Assigned task:
Scan the entries for "overflow". Every line that holds it is to be copied.

Data entries:
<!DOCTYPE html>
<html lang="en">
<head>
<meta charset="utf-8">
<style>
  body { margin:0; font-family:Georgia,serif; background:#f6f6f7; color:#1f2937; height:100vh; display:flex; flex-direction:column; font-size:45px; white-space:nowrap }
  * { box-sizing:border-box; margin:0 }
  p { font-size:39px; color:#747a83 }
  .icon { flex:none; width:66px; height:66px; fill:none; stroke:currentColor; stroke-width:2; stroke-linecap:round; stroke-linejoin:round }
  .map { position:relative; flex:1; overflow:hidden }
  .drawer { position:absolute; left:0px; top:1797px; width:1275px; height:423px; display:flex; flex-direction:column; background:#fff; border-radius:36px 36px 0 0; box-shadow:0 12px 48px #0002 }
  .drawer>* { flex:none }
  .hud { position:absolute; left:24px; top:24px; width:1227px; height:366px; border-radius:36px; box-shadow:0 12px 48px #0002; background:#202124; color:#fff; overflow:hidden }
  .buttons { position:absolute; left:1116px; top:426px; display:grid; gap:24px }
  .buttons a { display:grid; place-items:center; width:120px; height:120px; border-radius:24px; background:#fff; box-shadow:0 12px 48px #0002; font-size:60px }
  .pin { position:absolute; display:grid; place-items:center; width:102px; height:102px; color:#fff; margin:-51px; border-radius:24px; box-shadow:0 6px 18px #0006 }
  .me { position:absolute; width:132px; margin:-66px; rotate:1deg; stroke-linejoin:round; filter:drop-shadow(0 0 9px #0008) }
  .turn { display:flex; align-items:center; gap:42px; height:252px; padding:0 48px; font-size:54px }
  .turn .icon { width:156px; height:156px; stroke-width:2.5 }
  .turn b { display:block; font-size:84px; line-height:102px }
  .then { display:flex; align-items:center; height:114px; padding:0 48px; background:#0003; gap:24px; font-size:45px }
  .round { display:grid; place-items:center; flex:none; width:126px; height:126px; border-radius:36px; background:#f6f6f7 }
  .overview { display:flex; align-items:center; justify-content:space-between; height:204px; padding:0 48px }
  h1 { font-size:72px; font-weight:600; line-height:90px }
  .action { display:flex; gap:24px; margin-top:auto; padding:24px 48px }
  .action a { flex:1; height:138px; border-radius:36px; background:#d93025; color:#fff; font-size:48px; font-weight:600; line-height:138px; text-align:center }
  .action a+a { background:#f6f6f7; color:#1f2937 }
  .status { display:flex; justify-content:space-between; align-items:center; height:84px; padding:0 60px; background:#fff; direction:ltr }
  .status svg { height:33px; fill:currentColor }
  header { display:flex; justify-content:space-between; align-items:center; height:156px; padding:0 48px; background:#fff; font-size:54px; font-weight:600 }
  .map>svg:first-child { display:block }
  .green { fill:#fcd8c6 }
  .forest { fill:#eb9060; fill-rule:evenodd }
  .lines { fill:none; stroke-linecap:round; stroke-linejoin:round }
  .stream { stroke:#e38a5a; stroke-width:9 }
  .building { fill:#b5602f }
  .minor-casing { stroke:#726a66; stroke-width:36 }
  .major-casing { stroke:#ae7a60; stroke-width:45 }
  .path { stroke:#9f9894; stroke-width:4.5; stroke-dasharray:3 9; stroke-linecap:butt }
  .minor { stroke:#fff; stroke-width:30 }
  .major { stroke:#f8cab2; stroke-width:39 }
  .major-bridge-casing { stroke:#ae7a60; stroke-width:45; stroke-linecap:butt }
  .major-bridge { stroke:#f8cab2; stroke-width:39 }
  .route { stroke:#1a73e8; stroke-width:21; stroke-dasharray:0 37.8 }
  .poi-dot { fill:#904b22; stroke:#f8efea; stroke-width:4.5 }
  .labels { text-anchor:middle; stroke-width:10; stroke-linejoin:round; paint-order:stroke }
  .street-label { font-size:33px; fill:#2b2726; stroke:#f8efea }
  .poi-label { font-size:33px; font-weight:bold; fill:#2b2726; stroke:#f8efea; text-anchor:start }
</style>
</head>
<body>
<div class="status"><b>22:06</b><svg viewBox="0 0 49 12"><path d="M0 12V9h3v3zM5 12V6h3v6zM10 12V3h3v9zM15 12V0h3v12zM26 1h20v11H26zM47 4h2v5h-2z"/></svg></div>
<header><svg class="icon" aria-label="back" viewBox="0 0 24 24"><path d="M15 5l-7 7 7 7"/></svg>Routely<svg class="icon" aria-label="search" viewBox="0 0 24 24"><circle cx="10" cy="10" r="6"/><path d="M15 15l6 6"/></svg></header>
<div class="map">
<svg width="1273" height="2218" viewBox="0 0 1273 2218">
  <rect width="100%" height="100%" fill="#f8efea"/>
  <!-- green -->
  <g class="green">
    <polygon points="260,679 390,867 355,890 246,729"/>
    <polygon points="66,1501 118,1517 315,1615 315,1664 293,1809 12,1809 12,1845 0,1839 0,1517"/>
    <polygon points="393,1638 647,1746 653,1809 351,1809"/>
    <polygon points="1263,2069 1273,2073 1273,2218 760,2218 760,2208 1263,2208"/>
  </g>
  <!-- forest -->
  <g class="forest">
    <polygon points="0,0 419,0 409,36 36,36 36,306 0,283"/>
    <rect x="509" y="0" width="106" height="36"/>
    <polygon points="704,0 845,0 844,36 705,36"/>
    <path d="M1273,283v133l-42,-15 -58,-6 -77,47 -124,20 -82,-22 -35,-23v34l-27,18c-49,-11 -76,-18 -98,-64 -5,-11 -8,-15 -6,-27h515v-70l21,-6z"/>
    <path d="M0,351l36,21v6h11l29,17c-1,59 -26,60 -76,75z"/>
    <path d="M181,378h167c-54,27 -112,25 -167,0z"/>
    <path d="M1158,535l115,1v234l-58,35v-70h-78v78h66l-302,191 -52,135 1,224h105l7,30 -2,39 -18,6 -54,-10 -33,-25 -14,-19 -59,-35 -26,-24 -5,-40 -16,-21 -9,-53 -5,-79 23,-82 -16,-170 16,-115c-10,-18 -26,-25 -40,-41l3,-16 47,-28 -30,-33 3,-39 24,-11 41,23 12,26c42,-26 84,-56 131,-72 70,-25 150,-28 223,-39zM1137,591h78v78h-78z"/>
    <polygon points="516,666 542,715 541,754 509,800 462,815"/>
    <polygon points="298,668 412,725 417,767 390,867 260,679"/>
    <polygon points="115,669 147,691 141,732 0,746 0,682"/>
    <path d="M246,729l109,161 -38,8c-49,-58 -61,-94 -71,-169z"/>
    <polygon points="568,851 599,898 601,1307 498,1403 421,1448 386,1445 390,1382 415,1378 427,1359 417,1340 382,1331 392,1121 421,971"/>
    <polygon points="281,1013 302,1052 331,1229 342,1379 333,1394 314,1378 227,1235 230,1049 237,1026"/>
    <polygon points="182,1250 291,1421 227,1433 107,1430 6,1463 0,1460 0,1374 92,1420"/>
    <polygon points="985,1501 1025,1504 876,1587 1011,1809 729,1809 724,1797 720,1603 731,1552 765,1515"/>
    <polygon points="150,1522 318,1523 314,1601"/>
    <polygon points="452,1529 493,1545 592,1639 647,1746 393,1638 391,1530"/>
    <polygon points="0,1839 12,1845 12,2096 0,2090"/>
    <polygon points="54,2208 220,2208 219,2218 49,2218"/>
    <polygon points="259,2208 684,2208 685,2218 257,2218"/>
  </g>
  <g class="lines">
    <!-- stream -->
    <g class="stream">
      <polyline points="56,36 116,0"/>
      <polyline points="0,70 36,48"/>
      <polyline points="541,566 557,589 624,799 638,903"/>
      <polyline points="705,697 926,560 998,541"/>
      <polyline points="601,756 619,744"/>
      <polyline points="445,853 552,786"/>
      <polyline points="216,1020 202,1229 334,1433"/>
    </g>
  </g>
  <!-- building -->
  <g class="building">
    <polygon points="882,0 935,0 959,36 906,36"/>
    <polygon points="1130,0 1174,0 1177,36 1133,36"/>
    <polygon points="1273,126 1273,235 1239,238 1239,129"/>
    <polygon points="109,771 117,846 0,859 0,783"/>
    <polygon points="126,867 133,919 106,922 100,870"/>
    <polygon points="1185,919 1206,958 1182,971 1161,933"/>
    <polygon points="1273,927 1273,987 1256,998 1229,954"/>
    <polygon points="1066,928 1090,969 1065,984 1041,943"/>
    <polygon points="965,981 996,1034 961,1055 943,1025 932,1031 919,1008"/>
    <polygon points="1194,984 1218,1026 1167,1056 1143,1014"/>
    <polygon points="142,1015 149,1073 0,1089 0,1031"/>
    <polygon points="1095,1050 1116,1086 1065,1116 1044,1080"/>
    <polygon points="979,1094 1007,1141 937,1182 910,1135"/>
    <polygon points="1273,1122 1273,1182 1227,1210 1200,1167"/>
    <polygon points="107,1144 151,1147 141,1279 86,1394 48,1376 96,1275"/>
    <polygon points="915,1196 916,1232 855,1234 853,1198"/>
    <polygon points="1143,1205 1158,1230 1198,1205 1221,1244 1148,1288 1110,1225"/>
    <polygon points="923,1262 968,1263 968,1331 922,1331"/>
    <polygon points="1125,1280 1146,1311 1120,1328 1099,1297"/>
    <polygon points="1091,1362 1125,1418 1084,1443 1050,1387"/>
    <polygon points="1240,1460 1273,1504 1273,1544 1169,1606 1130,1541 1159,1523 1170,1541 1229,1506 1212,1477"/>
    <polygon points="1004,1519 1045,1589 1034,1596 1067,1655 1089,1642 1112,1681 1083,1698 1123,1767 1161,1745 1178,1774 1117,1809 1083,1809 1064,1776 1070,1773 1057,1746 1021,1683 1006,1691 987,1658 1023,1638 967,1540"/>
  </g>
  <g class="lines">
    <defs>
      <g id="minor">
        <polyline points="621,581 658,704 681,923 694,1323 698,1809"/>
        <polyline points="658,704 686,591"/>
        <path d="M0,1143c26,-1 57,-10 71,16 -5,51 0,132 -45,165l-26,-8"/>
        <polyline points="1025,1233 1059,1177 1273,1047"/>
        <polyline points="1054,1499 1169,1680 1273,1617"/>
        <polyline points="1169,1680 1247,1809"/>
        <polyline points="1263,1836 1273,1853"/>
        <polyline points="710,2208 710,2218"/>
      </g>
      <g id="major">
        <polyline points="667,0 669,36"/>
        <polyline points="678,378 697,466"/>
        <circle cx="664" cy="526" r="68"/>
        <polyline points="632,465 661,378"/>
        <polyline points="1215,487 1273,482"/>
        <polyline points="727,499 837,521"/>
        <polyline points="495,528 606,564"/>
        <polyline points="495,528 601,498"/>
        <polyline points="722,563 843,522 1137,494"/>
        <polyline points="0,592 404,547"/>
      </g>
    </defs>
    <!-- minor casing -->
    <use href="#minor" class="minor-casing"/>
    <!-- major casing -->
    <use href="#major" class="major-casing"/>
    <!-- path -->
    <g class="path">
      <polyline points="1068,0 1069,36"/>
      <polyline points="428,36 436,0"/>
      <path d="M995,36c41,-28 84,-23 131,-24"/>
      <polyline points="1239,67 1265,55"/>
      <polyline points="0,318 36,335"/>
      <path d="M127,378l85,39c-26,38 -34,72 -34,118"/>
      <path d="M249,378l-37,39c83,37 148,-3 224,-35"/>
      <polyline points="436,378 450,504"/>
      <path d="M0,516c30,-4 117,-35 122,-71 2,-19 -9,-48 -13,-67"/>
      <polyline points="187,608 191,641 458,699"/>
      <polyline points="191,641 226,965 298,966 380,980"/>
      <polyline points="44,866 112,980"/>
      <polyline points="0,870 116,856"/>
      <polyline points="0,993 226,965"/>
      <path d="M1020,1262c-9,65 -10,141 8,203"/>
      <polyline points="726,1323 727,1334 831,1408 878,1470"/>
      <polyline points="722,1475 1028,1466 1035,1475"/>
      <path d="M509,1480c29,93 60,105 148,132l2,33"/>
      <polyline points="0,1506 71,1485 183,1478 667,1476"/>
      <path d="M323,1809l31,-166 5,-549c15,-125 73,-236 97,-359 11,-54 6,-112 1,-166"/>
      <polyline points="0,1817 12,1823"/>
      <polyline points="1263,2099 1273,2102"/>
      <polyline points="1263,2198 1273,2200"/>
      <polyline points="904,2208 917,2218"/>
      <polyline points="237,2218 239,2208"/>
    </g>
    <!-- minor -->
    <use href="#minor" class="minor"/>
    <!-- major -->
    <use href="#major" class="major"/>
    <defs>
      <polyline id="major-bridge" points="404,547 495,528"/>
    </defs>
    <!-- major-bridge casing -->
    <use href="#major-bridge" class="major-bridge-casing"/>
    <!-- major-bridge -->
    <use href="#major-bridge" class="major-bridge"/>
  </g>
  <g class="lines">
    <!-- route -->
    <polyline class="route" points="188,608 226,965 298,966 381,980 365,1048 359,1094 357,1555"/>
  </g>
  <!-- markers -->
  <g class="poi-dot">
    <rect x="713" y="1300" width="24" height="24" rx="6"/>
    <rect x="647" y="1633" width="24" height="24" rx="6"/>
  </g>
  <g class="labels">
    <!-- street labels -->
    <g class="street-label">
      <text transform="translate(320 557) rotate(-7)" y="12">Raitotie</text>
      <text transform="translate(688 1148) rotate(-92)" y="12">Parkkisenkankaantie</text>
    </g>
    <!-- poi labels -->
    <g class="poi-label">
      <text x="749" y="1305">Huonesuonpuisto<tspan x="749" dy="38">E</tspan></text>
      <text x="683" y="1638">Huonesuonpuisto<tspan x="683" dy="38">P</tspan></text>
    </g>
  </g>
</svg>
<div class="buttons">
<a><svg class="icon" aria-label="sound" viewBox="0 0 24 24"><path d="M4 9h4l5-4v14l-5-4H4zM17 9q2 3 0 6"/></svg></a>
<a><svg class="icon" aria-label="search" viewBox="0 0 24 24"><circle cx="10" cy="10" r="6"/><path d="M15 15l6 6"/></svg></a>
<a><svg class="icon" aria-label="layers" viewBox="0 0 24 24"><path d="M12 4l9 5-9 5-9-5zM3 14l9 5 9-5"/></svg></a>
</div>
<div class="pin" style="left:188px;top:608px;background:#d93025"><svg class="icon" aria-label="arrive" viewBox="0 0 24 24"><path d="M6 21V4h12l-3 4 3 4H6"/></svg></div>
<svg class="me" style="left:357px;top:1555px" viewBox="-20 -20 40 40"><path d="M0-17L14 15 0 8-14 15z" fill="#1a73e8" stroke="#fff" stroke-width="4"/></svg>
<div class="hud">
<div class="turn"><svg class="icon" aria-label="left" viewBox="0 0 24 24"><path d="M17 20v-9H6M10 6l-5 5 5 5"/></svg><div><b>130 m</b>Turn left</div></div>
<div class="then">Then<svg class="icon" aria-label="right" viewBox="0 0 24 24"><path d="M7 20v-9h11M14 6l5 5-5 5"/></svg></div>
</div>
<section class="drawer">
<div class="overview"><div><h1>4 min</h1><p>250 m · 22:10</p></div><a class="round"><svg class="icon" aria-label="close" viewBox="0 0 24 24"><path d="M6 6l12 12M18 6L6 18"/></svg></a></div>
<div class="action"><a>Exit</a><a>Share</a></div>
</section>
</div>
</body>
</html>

Output below:
  .map { position:relative; flex:1; overflow:hidden }
  .hud { position:absolute; left:24px; top:24px; width:1227px; height:366px; border-radius:36px; box-shadow:0 12px 48px #0002; background:#202124; color:#fff; overflow:hidden }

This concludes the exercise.